Lawyers representing Ripple CEO Brad Garlinghouse and co-founder Chris Larsen have filed a notice of supplemental authority with the court to bolster their individual motions to dismiss the case brought against them by the U.S. Securities and Exchange Commission in late December 2020.
It cites a recent public statement made by two Republican SEC commissioners, Hester Peirce and Elad Roisman, in opposition to an enforcement action taken against cryptocurrency website Coinschedule.com that was promoting initial coin offerings (ICOs) while receiving money from token issuers.
On July 14, the SEC announced that it had settled charges against Blotics, the website’s operator. It agreed to a penalty of $153,434 in addition to $43,000 in disgorgement.
However, Peirce and Roisman expressed their disappointment with other commissioners since the settlement never actually mentioned which tokens illegally promoted by Coinschedule actually were securities:
We nevertheless are disappointed that the Commission’s settlement with Coinschedule did not explain which digital assets touted by Coinschedule were securities, an omission which is symptomatic of our reluctance to provide additional guidance about how to determine whether a token is being sold as part of a securities offering or which tokens are securities.

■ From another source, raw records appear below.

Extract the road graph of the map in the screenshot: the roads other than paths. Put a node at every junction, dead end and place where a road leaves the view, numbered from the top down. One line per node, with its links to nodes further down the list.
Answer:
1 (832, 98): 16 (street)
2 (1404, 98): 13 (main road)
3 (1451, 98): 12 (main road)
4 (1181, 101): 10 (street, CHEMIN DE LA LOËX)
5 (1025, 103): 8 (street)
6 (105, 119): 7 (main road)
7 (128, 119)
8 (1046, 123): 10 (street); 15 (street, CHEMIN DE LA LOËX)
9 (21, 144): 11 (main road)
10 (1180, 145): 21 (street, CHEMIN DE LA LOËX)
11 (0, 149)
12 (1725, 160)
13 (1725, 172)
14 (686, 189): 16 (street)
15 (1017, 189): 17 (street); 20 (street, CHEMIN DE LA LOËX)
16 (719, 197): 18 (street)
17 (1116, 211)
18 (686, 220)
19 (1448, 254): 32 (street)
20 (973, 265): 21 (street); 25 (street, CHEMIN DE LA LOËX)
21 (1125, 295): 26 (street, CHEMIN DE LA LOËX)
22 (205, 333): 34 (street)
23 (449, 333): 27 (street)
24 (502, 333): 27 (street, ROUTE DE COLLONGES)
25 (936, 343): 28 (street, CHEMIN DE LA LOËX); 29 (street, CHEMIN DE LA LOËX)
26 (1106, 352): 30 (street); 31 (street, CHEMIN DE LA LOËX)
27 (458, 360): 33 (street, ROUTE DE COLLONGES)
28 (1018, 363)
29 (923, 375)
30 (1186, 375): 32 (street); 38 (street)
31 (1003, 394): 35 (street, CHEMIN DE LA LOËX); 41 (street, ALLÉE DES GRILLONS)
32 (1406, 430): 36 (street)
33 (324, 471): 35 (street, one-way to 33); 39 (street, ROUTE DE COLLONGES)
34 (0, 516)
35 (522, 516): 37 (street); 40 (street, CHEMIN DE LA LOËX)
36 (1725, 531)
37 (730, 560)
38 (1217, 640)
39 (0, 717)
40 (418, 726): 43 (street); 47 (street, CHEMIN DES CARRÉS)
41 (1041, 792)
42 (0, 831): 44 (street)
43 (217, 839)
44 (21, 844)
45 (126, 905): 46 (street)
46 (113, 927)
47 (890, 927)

In total, the website has profiled more than 2,500 digital assets.
How it plays into Ripple’s hands
Ripple’s lawyers specifically put some parts of the statement that highlight the perceived lack of regulatory clarity in bold:
There is a decided lack of clarity for market participants around the application of the securities laws to digital assets and their trading.
In a rare move, the SEC took the individual defendants to court, accusing Garlinghouse and Larsen of aiding and abetting illegal XRP sales.
As reported by U.Today, the executives argued that their transactions were predominantly foreign and that the watchdog had fallen short of plausibly alleging their recklessness.
Garlinghouse and Larsen’s lawyers believe that the statement related to Coinschedule proves that charging the defendants would be “legally untenable.”
Plainly, it could not have been “so obvious that the [Individual Defendants] must have been aware of it ”years ago that XRP was an “investment contract” when two of the five SEC Commissioners acknowledge today that the regulatory status of digital assets remains so characterized by a “decided lack of clarity” that “the only certainty we see is that people have questions about how to comply with the applicable laws and regulations.